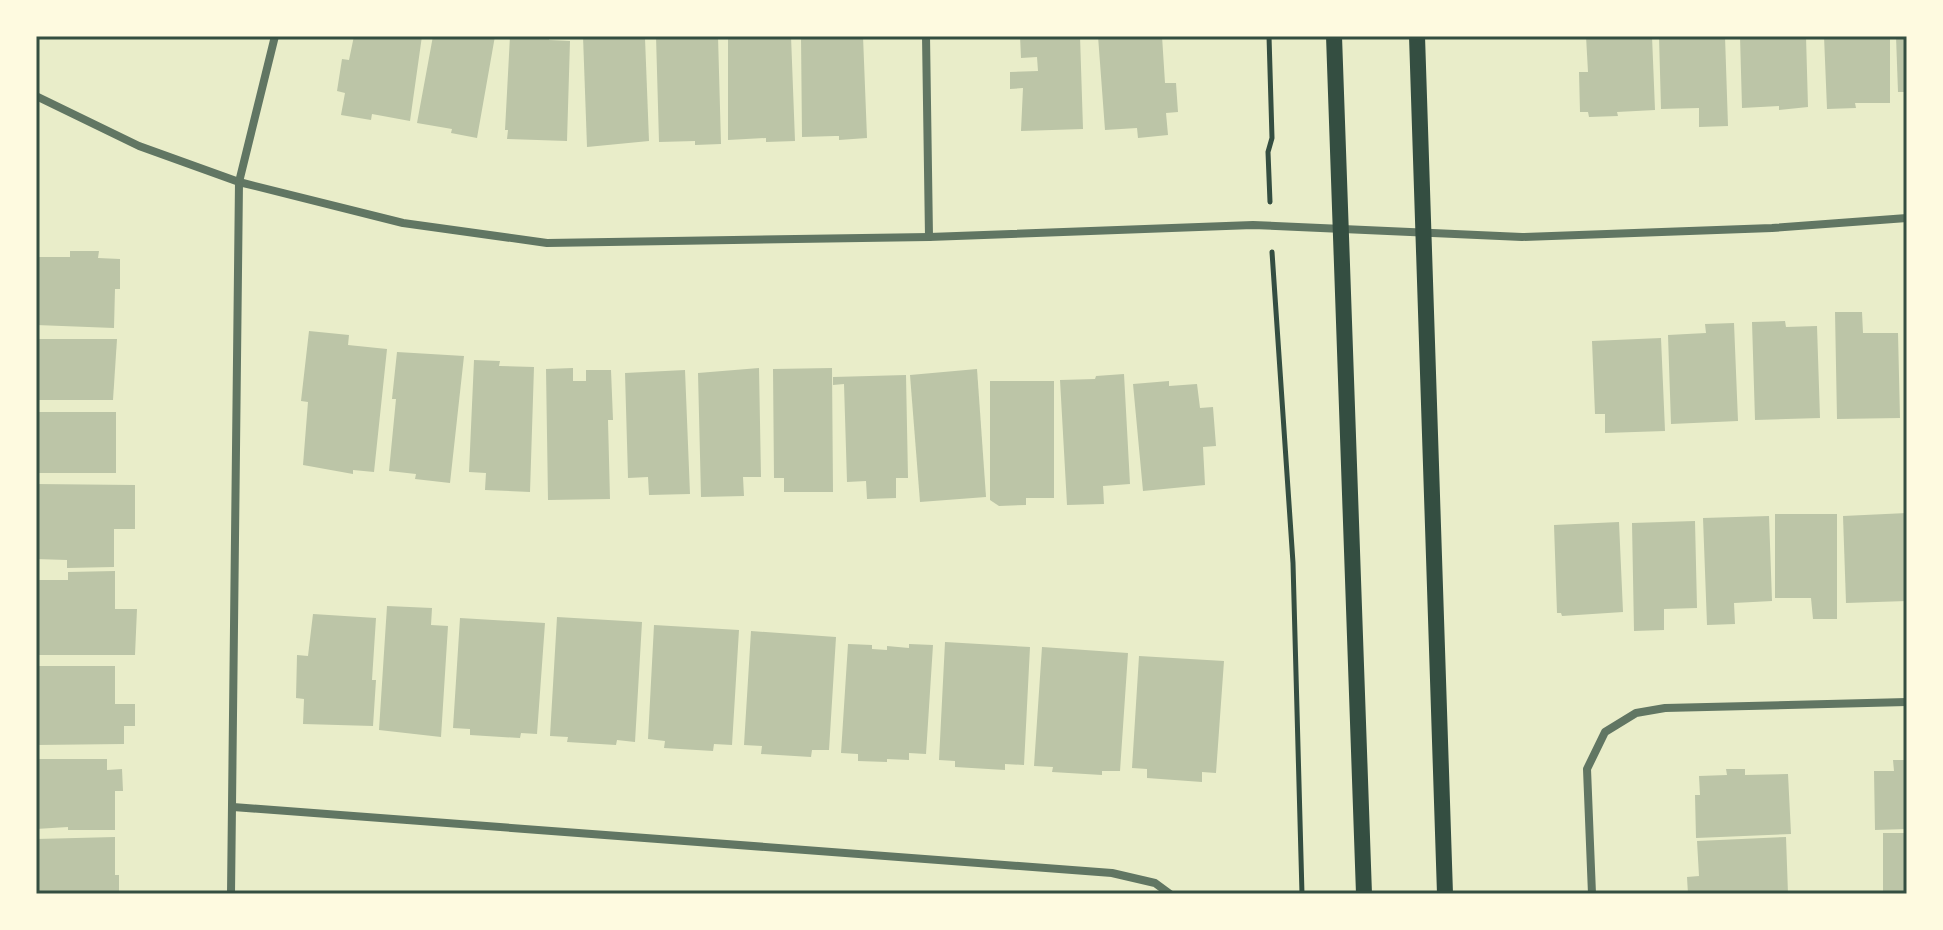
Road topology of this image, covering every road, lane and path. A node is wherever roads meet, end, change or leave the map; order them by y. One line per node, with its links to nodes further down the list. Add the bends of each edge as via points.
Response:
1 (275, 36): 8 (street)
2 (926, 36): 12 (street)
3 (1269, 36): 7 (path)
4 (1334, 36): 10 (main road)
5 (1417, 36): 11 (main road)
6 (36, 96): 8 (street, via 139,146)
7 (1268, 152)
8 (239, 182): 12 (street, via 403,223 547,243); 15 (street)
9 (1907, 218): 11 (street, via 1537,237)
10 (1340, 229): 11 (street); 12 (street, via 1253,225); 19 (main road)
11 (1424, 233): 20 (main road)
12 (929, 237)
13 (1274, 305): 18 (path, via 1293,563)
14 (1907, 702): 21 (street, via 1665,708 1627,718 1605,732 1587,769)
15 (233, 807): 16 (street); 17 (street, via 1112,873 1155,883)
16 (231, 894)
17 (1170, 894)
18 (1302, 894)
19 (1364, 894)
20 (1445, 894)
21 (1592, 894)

**Problem to work on**
Each entry is to be given again exactly as it stands, with its pictures removed.

**Exercise answer**
Road topology of this image, covering every road, lane and path. A node is wherever roads meet, end, change or leave the map; order them by y. One line per node, with its links to nodes further down the list. Add the bends of each edge as via points.
Response:
1 (275, 36): 8 (street)
2 (926, 36): 12 (street)
3 (1269, 36): 7 (path)
4 (1334, 36): 10 (main road)
5 (1417, 36): 11 (main road)
6 (36, 96): 8 (street, via 139,146)
7 (1268, 152)
8 (239, 182): 12 (street, via 403,223 547,243); 15 (street)
9 (1907, 218): 11 (street, via 1537,237)
10 (1340, 229): 11 (street); 12 (street, via 1253,225); 19 (main road)
11 (1424, 233): 20 (main road)
12 (929, 237)
13 (1274, 305): 18 (path, via 1293,563)
14 (1907, 702): 21 (street, via 1665,708 1627,718 1605,732 1587,769)
15 (233, 807): 16 (street); 17 (street, via 1112,873 1155,883)
16 (231, 894)
17 (1170, 894)
18 (1302, 894)
19 (1364, 894)
20 (1445, 894)
21 (1592, 894)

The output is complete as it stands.